STUDY MATERIAL: Begin

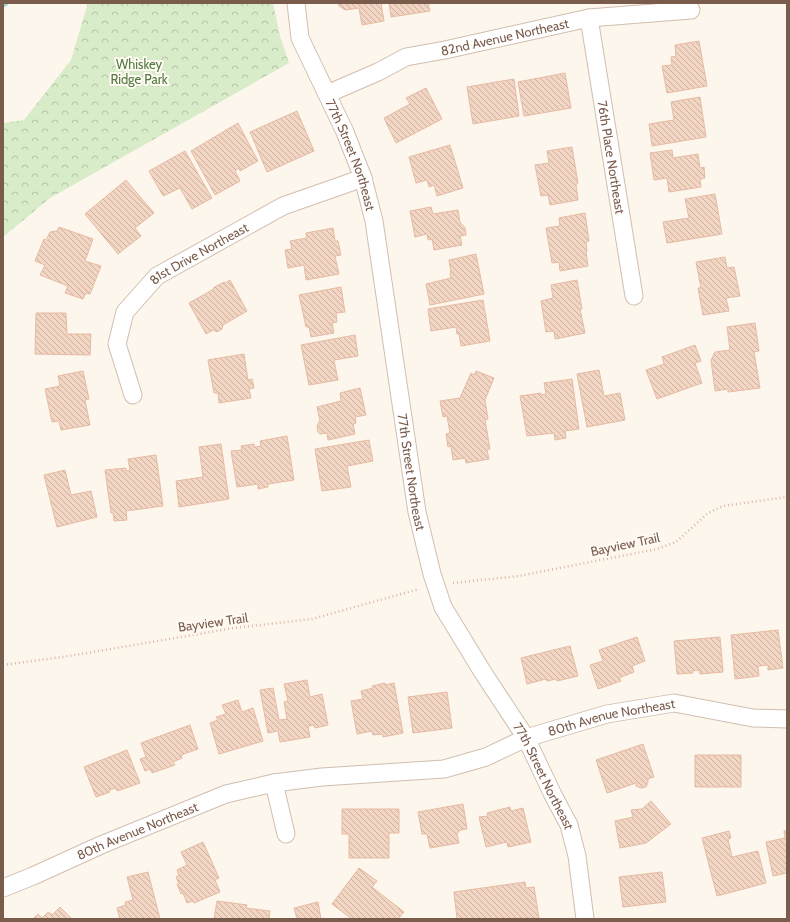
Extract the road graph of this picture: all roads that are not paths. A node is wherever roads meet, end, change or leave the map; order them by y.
1 (296, 3) edge
2 (691, 10) dead end
3 (589, 18) junction
4 (327, 94) junction
5 (363, 178) junction
6 (634, 296) dead end
7 (133, 395) dead end
8 (787, 719) edge
9 (526, 738) junction
10 (274, 783) junction
11 (286, 834) dead end
12 (3, 888) edge
13 (585, 919) edge

1 - 4 street, 77th Street Northeast
2 - 3 street, 82nd Avenue Northeast
3 - 4 street, 82nd Avenue Northeast
3 - 6 street, 76th Place Northeast
4 - 5 street, 77th Street Northeast
5 - 7 street, 81st Drive Northeast
5 - 9 street, 77th Street Northeast
8 - 9 street, 80th Avenue Northeast
9 - 10 street, 80th Avenue Northeast
9 - 13 street, 77th Street Northeast
10 - 11 street
10 - 12 street, 80th Avenue Northeast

STUDY MATERIAL: End

YOUR TASK:
All of the records should be output exactly as they stand, with pictures omitted.

EXERCISE SOLUTION:
Extract the road graph of this picture: all roads that are not paths. A node is wherever roads meet, end, change or leave the map; order them by y.
1 (296, 3) edge
2 (691, 10) dead end
3 (589, 18) junction
4 (327, 94) junction
5 (363, 178) junction
6 (634, 296) dead end
7 (133, 395) dead end
8 (787, 719) edge
9 (526, 738) junction
10 (274, 783) junction
11 (286, 834) dead end
12 (3, 888) edge
13 (585, 919) edge

1 - 4 street, 77th Street Northeast
2 - 3 street, 82nd Avenue Northeast
3 - 4 street, 82nd Avenue Northeast
3 - 6 street, 76th Place Northeast
4 - 5 street, 77th Street Northeast
5 - 7 street, 81st Drive Northeast
5 - 9 street, 77th Street Northeast
8 - 9 street, 80th Avenue Northeast
9 - 10 street, 80th Avenue Northeast
9 - 13 street, 77th Street Northeast
10 - 11 street
10 - 12 street, 80th Avenue Northeast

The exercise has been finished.